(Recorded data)
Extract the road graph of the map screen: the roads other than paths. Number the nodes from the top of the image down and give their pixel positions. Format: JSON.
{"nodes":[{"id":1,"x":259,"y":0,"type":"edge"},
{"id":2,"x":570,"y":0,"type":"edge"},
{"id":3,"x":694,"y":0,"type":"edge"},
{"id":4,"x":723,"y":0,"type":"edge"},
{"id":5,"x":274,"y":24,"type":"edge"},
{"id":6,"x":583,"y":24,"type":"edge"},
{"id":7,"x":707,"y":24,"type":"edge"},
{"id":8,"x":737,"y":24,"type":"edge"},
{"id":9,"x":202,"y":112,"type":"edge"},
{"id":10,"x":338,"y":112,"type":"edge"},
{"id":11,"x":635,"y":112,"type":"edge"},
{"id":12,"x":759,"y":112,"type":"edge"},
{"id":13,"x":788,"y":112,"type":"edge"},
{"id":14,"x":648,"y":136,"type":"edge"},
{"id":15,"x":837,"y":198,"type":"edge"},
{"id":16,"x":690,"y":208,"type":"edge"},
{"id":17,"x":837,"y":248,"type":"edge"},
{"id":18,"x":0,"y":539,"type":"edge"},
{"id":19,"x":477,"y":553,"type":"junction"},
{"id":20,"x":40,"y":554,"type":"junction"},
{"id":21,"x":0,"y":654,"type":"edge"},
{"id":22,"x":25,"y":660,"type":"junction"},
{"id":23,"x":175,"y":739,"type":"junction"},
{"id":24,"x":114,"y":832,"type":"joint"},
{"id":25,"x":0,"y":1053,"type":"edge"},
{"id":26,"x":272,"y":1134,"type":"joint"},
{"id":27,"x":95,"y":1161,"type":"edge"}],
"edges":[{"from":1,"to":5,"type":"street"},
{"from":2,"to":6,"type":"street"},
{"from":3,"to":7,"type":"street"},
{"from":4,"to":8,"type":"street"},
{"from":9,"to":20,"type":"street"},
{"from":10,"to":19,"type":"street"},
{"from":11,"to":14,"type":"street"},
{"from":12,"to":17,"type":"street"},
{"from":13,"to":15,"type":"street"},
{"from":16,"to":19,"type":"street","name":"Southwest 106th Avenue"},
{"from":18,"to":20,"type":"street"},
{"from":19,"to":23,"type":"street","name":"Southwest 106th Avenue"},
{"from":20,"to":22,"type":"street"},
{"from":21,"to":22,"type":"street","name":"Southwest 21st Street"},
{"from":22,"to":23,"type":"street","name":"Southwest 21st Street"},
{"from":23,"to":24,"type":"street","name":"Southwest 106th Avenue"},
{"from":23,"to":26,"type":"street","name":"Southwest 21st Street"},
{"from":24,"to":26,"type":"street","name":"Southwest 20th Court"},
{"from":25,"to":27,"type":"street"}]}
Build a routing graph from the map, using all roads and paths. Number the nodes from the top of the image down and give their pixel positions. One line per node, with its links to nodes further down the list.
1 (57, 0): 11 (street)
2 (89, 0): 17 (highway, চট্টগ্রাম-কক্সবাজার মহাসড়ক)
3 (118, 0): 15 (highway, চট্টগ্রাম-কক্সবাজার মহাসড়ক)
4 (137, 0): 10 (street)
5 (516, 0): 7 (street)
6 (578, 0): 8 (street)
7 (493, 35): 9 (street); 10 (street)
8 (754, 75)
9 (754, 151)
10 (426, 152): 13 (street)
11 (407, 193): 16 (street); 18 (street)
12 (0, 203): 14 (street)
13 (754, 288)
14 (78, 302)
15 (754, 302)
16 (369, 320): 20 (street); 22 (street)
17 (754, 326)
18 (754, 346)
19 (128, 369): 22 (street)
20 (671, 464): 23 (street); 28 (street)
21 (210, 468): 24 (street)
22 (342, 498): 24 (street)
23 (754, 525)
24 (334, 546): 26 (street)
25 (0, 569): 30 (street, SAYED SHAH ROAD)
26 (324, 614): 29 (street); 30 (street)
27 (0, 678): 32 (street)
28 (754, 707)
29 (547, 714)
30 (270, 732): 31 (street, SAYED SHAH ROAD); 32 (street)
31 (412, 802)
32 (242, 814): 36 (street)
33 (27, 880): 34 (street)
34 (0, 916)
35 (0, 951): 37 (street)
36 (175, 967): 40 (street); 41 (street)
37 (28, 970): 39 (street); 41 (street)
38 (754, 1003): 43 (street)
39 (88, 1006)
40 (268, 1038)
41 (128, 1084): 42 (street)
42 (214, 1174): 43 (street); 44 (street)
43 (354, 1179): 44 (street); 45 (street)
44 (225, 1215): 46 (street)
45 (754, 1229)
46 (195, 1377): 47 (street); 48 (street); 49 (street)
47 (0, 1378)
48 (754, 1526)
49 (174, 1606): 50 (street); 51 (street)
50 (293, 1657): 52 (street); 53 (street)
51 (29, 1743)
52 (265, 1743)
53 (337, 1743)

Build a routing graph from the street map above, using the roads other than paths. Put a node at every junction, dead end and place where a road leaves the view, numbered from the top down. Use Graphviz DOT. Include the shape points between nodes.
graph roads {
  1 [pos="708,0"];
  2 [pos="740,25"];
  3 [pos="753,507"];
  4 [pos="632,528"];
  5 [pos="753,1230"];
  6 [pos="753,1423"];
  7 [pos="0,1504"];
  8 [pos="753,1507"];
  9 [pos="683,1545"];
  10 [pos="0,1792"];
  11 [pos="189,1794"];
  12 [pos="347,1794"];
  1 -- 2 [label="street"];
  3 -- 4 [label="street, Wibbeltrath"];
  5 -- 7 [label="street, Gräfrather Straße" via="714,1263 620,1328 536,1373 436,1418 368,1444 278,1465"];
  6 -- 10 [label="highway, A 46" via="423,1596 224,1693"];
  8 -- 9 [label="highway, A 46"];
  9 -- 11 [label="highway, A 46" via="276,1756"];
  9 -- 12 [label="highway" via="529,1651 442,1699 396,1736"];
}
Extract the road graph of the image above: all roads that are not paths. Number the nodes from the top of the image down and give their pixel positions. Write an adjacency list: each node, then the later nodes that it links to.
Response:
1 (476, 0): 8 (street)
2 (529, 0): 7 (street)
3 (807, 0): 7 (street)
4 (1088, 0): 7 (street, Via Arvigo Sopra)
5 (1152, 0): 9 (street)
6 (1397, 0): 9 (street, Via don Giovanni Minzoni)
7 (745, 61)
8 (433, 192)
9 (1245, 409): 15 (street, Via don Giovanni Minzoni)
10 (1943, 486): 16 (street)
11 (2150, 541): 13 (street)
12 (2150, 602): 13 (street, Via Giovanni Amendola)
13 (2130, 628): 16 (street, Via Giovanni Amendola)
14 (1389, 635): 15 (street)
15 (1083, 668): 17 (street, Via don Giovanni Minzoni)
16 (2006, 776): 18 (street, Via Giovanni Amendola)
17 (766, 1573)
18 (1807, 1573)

■ **Your assignment**: Each of the lines from the one that contains "Extract the road graph of the image" through the last line of the data needs to be repeated exactly, with no others.

■ **Response**:
Extract the road graph of the image above: all roads that are not paths. Number the nodes from the top of the image down and give their pixel positions. Write an adjacency list: each node, then the later nodes that it links to.
Response:
1 (476, 0): 8 (street)
2 (529, 0): 7 (street)
3 (807, 0): 7 (street)
4 (1088, 0): 7 (street, Via Arvigo Sopra)
5 (1152, 0): 9 (street)
6 (1397, 0): 9 (street, Via don Giovanni Minzoni)
7 (745, 61)
8 (433, 192)
9 (1245, 409): 15 (street, Via don Giovanni Minzoni)
10 (1943, 486): 16 (street)
11 (2150, 541): 13 (street)
12 (2150, 602): 13 (street, Via Giovanni Amendola)
13 (2130, 628): 16 (street, Via Giovanni Amendola)
14 (1389, 635): 15 (street)
15 (1083, 668): 17 (street, Via don Giovanni Minzoni)
16 (2006, 776): 18 (street, Via Giovanni Amendola)
17 (766, 1573)
18 (1807, 1573)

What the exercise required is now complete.